Vinpocetine alleviated alveolar epithelial cells injury in experimental pulmonary fibrosis by targeting PPAR-γ/NLRP3/NF-κB and TGF-β1/Smad2/3 pathways

Abstract This study aimed to investigate the potential anti-fibrotic activity of vinpocetine in an experimental model of pulmonary fibrosis by bleomycin and in the MRC-5 cell line. Pulmonary fibrosis was induced in BALB/c mice by oropharyngeal aspiration of a single dose of bleomycin (5 mg/kg). The remaining induced animals received a daily dose of pirfenidone (as a standard anti-fibrotic drug) (300 mg/kg/PO) and vinpocetine (20 mg/kg/PO) on day 7 of the induction till the end of the experiment (day 21). The results of the experiment revealed that vinpocetine managed to alleviate the fibrotic endpoints by statistically improving (P ≤ 0.05) the weight index, histopathological score, reduced expression of fibrotic-related proteins in immune-stained lung sections, as well as fibrotic markers measured in serum samples. It also alleviated tissue levels of oxidative stress and inflammatory and pro-fibrotic mediators significantly elevated in bleomycin-only induced animals (P ≤ 0.05).
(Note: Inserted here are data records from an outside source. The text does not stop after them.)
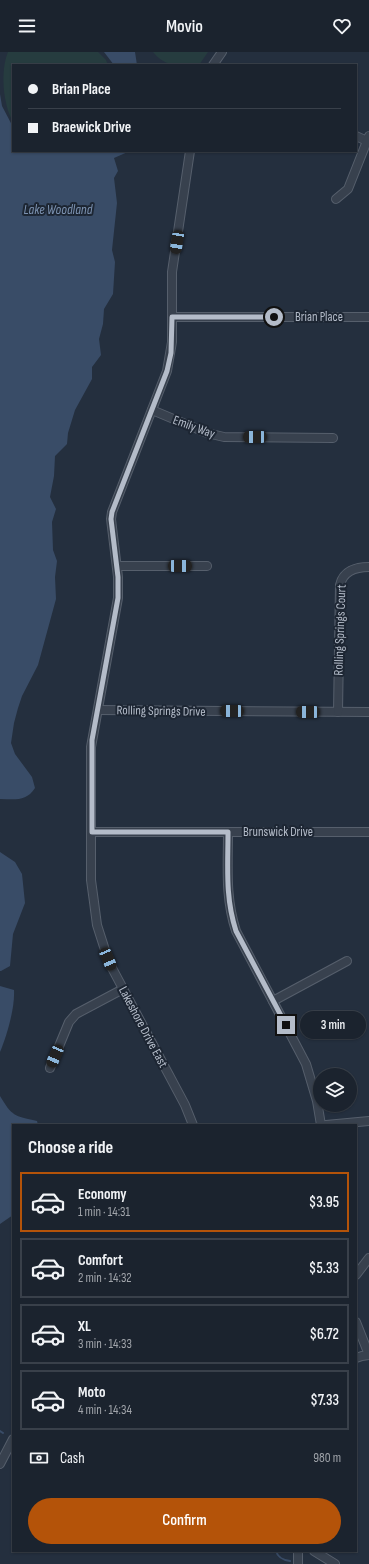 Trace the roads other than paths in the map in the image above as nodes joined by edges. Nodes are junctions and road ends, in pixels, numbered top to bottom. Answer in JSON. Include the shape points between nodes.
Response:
{"nodes":[{"id":1,"x":222,"y":52,"type":"edge"},
{"id":2,"x":214,"y":64,"type":"edge"},
{"id":3,"x":357,"y":136,"type":"edge"},
{"id":4,"x":368,"y":138,"type":"edge"},
{"id":5,"x":190,"y":152,"type":"edge"},
{"id":6,"x":336,"y":199,"type":"dead end"},
{"id":7,"x":172,"y":317,"type":"junction"},
{"id":8,"x":369,"y":317,"type":"edge"},
{"id":9,"x":152,"y":410,"type":"junction"},
{"id":10,"x":333,"y":438,"type":"dead end"},
{"id":11,"x":117,"y":566,"type":"junction"},
{"id":12,"x":207,"y":566,"type":"dead end"},
{"id":13,"x":369,"y":567,"type":"edge"},
{"id":14,"x":98,"y":710,"type":"junction"},
{"id":15,"x":338,"y":712,"type":"junction"},
{"id":16,"x":369,"y":712,"type":"edge"},
{"id":17,"x":92,"y":832,"type":"junction"},
{"id":18,"x":228,"y":832,"type":"junction"},
{"id":19,"x":369,"y":832,"type":"edge"},
{"id":20,"x":347,"y":961,"type":"dead end"},
{"id":21,"x":123,"y":989,"type":"junction"},
{"id":22,"x":273,"y":1001,"type":"junction"},
{"id":23,"x":50,"y":1068,"type":"dead end"},
{"id":24,"x":369,"y":1121,"type":"edge"},
{"id":25,"x":193,"y":1124,"type":"edge"},
{"id":26,"x":321,"y":1124,"type":"edge"},
{"id":27,"x":337,"y":1124,"type":"edge"},
{"id":28,"x":369,"y":1258,"type":"edge"},
{"id":29,"x":357,"y":1274,"type":"edge"},
{"id":30,"x":357,"y":1325,"type":"edge"},
{"id":31,"x":369,"y":1355,"type":"edge"},
{"id":32,"x":357,"y":1358,"type":"edge"},
{"id":33,"x":12,"y":1439,"type":"edge"},
{"id":34,"x":3,"y":1450,"type":"edge"},
{"id":35,"x":0,"y":1464,"type":"edge"},
{"id":36,"x":298,"y":1552,"type":"edge"},
{"id":37,"x":316,"y":1552,"type":"edge"},
{"id":38,"x":298,"y":1564,"type":"edge"},
{"id":39,"x":335,"y":1564,"type":"edge"}],
"edges":[{"from":1,"to":2,"type":"street"},
{"from":3,"to":4,"type":"street"},
{"from":4,"to":6,"type":"street","via":[[348,189]]},
{"from":5,"to":7,"type":"street","name":"Lakeshore Drive East","via":[[172,272]]},
{"from":7,"to":8,"type":"street","name":"Brian Place"},
{"from":7,"to":9,"type":"street","name":"Lakeshore Drive East","via":[[170,362]]},
{"from":9,"to":10,"type":"street","name":"Emily Way","via":[[207,433],[224,437]]},
{"from":9,"to":11,"type":"street","name":"Lakeshore Drive East","via":[[112,512]]},
{"from":11,"to":12,"type":"street"},
{"from":11,"to":14,"type":"street","name":"Lakeshore Drive East","via":[[118,598]]},
{"from":13,"to":15,"type":"street","name":"Rolling Springs Court","via":[[360,567],[349,572],[342,578],[340,585]]},
{"from":14,"to":15,"type":"street","name":"Rolling Springs Drive"},
{"from":14,"to":17,"type":"street","name":"Lakeshore Drive East","via":[[91,748]]},
{"from":15,"to":16,"type":"street","name":"Rolling Springs Drive"},
{"from":17,"to":18,"type":"street","name":"Brunswick Drive"},
{"from":17,"to":21,"type":"street","name":"Lakeshore Drive East","via":[[91,880],[97,925],[104,950]]},
{"from":18,"to":19,"type":"street","name":"Brunswick Drive"},
{"from":18,"to":22,"type":"street","via":[[228,894],[231,915],[236,931]]},
{"from":20,"to":22,"type":"street"},
{"from":21,"to":23,"type":"street","via":[[76,1014],[69,1022]]},
{"from":21,"to":25,"type":"street","name":"Lakeshore Drive East"},
{"from":22,"to":26,"type":"street","via":[[306,1064]]},
{"from":24,"to":27,"type":"street"},
{"from":28,"to":29,"type":"street"},
{"from":30,"to":31,"type":"street"},
{"from":31,"to":32,"type":"street"},
{"from":33,"to":34,"type":"street"},
{"from":34,"to":35,"type":"street"},
{"from":36,"to":38,"type":"street"},
{"from":37,"to":39,"type":"street"}]}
Vinpocetine managed to express a remarkable attenuating effect in pulmonary fibrosis both in vivo and in vitro either directly by interfering with the classical TGF-β1/Smad2/3 signaling pathway or indirectly by upregulating the expression of Nrf2 enhancing the antioxidant system, activating PPAR-γ and downregulating the NLRP3/NF-κB pathway making it a candidate for further clinical investigation in cases of pulmonary fibrosis.